Exercise →
Filter the entries for the word "graph". Copy each line in which it occurs.

Provided entries →
###

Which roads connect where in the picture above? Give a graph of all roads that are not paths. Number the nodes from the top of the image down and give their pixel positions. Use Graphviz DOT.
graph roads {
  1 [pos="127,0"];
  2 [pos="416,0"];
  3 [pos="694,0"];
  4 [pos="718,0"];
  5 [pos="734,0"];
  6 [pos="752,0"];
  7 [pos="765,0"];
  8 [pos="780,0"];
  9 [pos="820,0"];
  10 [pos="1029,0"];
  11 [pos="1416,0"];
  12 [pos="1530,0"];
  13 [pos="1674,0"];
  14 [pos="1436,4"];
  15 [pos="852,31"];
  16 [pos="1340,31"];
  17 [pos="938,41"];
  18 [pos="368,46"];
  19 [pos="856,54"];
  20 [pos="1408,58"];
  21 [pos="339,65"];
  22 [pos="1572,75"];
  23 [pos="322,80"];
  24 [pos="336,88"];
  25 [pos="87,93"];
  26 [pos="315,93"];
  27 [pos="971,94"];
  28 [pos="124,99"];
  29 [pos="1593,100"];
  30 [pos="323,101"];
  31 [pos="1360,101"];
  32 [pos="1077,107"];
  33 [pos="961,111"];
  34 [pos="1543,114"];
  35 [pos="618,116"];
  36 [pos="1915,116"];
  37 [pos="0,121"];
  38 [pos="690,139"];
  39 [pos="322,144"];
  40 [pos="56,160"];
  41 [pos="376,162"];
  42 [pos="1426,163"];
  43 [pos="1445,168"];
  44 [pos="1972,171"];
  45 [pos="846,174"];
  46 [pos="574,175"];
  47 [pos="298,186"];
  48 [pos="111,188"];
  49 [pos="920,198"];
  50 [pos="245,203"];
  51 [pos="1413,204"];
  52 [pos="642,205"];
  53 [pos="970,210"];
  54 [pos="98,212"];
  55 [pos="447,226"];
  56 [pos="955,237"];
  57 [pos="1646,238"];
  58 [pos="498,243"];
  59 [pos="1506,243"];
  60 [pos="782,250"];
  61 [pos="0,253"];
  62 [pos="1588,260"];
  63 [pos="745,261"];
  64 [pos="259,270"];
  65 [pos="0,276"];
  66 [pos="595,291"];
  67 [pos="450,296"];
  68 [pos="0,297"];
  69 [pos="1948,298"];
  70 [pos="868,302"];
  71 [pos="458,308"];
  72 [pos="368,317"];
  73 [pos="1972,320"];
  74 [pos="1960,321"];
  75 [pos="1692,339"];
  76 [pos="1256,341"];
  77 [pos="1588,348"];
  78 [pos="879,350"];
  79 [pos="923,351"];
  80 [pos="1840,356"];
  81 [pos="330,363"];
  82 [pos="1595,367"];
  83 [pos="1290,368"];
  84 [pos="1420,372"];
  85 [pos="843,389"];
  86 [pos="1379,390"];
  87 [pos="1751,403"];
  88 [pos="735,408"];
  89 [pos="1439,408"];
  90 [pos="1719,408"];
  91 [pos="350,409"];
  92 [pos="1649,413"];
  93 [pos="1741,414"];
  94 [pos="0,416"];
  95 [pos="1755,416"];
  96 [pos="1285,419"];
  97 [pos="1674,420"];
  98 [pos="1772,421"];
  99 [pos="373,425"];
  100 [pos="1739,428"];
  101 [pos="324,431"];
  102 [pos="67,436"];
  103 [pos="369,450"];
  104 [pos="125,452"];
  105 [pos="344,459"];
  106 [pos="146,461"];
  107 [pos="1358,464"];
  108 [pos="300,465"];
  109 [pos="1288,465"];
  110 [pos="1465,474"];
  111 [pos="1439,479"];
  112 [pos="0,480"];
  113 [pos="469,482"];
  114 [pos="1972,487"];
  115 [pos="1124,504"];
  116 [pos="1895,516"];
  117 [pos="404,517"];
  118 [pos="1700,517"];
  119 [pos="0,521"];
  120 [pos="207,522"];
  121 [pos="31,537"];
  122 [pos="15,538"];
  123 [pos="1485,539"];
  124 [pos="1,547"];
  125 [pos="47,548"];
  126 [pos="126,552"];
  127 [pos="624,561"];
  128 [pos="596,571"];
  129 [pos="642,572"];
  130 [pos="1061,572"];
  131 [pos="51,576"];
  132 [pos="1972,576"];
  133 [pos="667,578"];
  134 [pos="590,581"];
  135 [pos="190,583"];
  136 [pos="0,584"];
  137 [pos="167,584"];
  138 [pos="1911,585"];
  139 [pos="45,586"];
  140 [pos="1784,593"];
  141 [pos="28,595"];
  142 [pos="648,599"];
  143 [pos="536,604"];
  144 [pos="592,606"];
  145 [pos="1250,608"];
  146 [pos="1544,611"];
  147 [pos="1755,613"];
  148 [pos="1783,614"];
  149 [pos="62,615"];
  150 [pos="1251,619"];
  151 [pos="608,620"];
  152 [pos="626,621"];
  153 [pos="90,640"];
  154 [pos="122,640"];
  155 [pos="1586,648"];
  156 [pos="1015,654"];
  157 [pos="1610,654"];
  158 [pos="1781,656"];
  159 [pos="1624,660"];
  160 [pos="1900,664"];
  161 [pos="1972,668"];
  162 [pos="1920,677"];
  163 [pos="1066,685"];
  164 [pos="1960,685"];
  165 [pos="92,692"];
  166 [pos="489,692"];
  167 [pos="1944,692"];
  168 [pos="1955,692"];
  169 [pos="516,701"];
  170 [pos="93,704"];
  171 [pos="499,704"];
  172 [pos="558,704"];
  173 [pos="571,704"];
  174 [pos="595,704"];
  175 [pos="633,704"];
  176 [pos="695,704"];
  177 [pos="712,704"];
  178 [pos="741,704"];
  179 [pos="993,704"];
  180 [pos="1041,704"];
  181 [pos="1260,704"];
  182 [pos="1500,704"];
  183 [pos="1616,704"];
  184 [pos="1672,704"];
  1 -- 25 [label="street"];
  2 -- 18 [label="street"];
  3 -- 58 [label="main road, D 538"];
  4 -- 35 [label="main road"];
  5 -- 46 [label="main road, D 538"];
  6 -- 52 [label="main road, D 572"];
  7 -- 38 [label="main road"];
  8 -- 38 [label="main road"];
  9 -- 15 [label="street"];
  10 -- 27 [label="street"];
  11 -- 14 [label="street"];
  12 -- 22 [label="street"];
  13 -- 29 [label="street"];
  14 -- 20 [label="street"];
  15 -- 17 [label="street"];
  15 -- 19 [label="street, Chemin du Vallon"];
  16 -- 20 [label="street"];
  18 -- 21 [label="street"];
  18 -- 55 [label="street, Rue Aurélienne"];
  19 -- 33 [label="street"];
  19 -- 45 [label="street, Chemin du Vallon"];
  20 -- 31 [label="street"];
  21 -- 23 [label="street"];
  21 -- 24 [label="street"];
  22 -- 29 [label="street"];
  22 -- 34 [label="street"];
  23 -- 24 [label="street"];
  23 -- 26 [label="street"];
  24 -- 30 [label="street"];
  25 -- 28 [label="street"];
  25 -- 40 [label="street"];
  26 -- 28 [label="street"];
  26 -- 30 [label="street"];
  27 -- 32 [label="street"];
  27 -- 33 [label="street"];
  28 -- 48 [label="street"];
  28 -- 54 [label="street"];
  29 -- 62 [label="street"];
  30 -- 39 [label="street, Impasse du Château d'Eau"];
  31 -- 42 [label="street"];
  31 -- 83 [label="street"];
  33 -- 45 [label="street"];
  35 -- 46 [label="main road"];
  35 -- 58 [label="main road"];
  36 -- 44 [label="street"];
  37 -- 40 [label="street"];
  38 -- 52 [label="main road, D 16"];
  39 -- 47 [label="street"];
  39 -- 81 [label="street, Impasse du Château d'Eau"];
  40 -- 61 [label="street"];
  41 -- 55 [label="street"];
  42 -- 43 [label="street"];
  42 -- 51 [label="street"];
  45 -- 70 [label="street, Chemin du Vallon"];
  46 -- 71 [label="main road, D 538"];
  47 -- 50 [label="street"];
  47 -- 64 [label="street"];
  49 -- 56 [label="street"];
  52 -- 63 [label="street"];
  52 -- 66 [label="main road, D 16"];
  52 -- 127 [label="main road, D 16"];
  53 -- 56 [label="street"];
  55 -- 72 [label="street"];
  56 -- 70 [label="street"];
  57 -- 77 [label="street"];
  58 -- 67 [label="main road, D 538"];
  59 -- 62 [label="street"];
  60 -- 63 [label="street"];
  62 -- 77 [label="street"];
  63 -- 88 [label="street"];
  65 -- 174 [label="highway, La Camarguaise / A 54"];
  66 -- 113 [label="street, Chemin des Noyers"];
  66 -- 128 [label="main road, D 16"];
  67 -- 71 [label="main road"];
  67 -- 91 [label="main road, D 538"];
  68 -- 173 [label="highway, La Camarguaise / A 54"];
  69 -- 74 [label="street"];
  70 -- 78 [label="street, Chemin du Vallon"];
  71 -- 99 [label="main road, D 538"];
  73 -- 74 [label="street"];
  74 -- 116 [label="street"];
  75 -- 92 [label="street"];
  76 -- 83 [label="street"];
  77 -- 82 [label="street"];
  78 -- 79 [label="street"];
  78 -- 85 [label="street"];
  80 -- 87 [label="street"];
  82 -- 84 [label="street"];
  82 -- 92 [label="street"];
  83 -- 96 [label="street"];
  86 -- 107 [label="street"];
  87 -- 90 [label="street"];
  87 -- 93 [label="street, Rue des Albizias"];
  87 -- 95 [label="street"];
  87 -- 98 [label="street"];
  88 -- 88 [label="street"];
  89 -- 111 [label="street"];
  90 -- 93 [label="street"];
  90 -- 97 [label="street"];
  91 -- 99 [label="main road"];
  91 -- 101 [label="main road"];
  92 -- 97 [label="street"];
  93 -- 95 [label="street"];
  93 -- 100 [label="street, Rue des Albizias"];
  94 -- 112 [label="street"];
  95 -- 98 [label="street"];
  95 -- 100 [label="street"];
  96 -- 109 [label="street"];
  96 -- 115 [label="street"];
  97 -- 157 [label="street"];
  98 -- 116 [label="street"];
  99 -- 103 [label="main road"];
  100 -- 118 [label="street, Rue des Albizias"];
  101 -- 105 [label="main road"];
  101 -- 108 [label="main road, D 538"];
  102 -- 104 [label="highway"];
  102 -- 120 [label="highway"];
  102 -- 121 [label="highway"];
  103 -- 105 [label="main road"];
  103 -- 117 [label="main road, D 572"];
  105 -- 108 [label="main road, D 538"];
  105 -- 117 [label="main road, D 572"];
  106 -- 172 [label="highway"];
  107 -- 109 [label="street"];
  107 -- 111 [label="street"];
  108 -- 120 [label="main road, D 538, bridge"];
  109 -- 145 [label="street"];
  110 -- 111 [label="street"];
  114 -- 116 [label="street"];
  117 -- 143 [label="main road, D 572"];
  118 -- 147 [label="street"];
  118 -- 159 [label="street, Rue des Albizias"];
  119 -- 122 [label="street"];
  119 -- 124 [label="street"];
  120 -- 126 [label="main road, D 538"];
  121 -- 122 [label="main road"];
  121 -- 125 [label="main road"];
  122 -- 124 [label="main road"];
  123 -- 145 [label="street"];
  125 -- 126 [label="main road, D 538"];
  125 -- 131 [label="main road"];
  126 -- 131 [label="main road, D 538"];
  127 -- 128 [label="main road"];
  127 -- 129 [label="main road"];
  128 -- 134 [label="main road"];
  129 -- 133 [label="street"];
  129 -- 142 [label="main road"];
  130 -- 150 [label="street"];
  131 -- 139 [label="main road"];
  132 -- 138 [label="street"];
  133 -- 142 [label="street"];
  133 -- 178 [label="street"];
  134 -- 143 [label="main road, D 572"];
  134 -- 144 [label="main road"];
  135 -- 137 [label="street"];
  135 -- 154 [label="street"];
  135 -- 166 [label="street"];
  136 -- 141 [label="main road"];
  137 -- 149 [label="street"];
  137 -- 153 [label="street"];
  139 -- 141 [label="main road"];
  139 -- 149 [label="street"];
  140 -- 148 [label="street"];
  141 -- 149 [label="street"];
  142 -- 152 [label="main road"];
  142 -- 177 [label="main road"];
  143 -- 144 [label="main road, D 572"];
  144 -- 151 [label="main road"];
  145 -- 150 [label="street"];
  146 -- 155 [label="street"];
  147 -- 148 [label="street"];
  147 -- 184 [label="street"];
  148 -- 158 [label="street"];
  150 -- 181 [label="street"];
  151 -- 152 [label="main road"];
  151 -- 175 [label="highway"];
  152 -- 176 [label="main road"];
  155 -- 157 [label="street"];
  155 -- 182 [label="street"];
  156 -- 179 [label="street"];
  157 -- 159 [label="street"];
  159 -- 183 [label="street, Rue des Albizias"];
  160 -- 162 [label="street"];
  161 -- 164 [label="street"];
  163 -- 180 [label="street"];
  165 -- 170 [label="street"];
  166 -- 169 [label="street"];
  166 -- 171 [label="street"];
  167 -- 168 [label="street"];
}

###

The answer →
Which roads connect where in the picture above? Give a graph of all roads that are not paths. Number the nodes from the top of the image down and give their pixel positions. Use Graphviz DOT.
graph roads {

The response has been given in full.